Por qué el sistema de objetos perdidos japonés realmente funciona
La cultura de objetos perdidos en Japón es el resultado combinado de varias cosas que funcionan juntas: sólidas normas sociales en torno a la honestidad y la responsabilidad comunitaria, un sistema institucional que funciona para recibir y guardar objetos perdidos, reglas legales claras sobre recompensas a halladores y titularidad, y una población que en gran medida participa en el sistema como algo natural. Cuando alguien encuentra una cartera caída en Tokio, su respuesta predeterminada es llevarla al koban más cercano. Esto está culturalmente esperado, es legalmente recompensado e institucionalmente respaldado—y el efecto general es un sistema de recuperación que parece casi mágico a los visitantes de culturas donde la suposición predeterminada es que los objetos perdidos se quedan perdidos.
La investigación sobre esto es real. Los estudios han demostrado que Tokio tiene la tasa de devolución de carteras más alta de cualquier gran ciudad del mundo, con tasas de recuperación muy por encima del 80% para las carteras perdidas—y las carteras devueltas a menudo contienen el dinero original. Tasas similares aplican a teléfonos, cámaras, portátiles y otros objetos valiosos identificables. La expectativa cultural de que los objetos perdidos serán manejados honestamente y movidos a través del sistema crea un círculo virtuoso: la gente confía en el sistema, por lo que lo usa, lo que mantiene el sistema funcionando.

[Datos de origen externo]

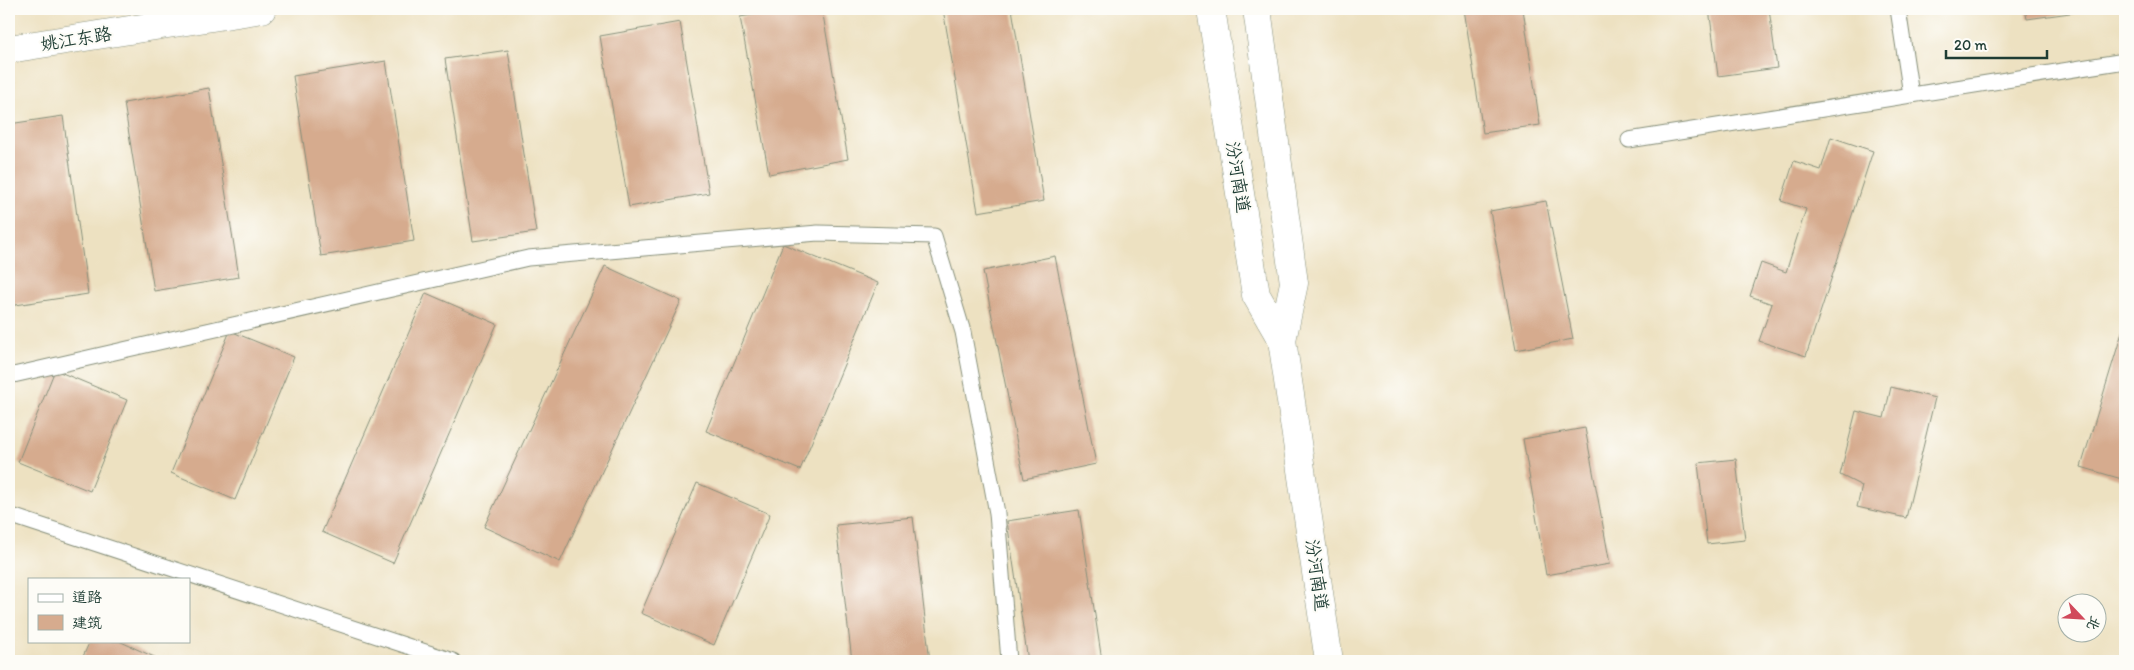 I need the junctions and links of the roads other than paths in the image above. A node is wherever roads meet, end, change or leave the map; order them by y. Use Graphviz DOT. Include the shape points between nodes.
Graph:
graph roads {
  1 [pos="146,9"];
  2 [pos="262,9"];
  3 [pos="1211,9"];
  4 [pos="1257,9"];
  5 [pos="1898,9"];
  6 [pos="9,32"];
  7 [pos="9,49"];
  8 [pos="2125,61"];
  9 [pos="1911,95"];
  10 [pos="1630,140"];
  11 [pos="1282,340"];
  12 [pos="9,376"];
  13 [pos="9,515"];
  14 [pos="452,661"];
  15 [pos="1008,661"];
  16 [pos="1330,661"];
  1 -- 6 [label="main road, 姚江东路"];
  2 -- 7 [label="main road, 姚江东路"];
  3 -- 11 [label="main road, 汾河南道" via="1256,295"];
  4 -- 11 [label="main road, 汾河南道" via="1294,283"];
  5 -- 9 [label="lane"];
  8 -- 9 [label="lane"];
  9 -- 10 [label="lane"];
  11 -- 16 [label="main road, 汾河南道"];
  12 -- 15 [label="lane" via="528,258 818,232 934,236 963,332 997,513"];
  13 -- 14 [label="lane"];
} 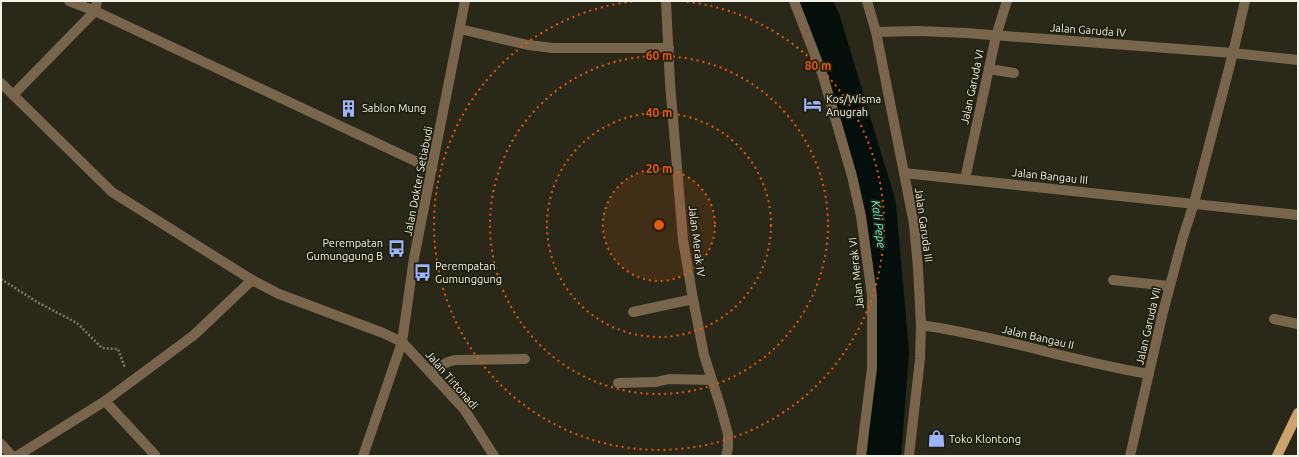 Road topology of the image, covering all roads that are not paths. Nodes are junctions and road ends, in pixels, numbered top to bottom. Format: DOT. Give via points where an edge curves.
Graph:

Para los turistas, la implicación práctica es que perder algo en Japón no es necesariamente el desastre que sería en otro lugar. Si dejas caer tu cartera en el tren, hay una probabilidad real de que ya esté en la oficina de objetos perdidos para cuando te das cuenta de que falta. Si olvidas tu cámara en un restaurante, el personal probablemente la guardará indefinidamente. El sistema merece tu confianza porque vale la pena usarlo.
La lección: no asumas que está perdido. Pregunta en el lugar relevante más cercano. El sistema funciona.
Algunos extras útiles
- Frases clave para la oficina de objetos perdidos — 忘れ物 (wasuremono, ‘objeto olvidado’) es la palabra general para objetos perdidos. 遺失物 (ishitsubutsu, ‘propiedad perdida’) es el término legal más formal utilizado por la policía. 忘れ物センター (wasuremono center) es la oficina de objetos perdidos. Frase útil: ‘sumimasen, densha ni wasuremono wo shimashita’ (‘perdona, dejé algo en el tren’), seguida de una descripción del objeto.
- El koban (comisaría de barrio) — Japón tiene una densa red de pequeñas comisarías de barrio llamadas koban, típicamente ubicadas cerca de estaciones de tren y en las principales áreas públicas. Están dotadas de personal las 24 horas del día los 7 días de la semana y se encargan de delitos menores, indicaciones, objetos perdidos y asuntos comunitarios. Para objetos perdidos, el koban es la primera parada si no sabes adónde más ir—tomarán el informe y lo reenviarán al sistema de objetos perdidos apropiado.
- Los objetos perdidos a largo plazo acaban en la oficina central — Los objetos no reclamados dentro de unas semanas en la ubicación inicial (estación de tren, restaurante, koban) se reenvían a la oficina central de objetos perdidos del departamento de policía metropolitana. En Tokio, esto es el Centro Ishitsubutsu en Iidabashi, que guarda un enorme archivo de objetos no reclamados. Si perdiste algo hace semanas y te rendiste, vale la pena llamar o visitar la oficina central—tu objeto podría estar esperándote todavía.
- Devolver un objeto que encontraste — Si encuentras un objeto perdido en Japón, la acción esperada es entregarlo en el koban más cercano, la estación de tren o la oficina del personal. Esta es genuinamente la expectativa cultural, y contribuye al círculo virtuoso que mantiene el sistema funcionando. Si encuentras una cartera, no te quedes el dinero—lleva toda la cartera a un koban y presenta un informe de hallador. Tu nombre queda en el registro y la disposición legal de recompensa aplica si el propietario reclama el objeto.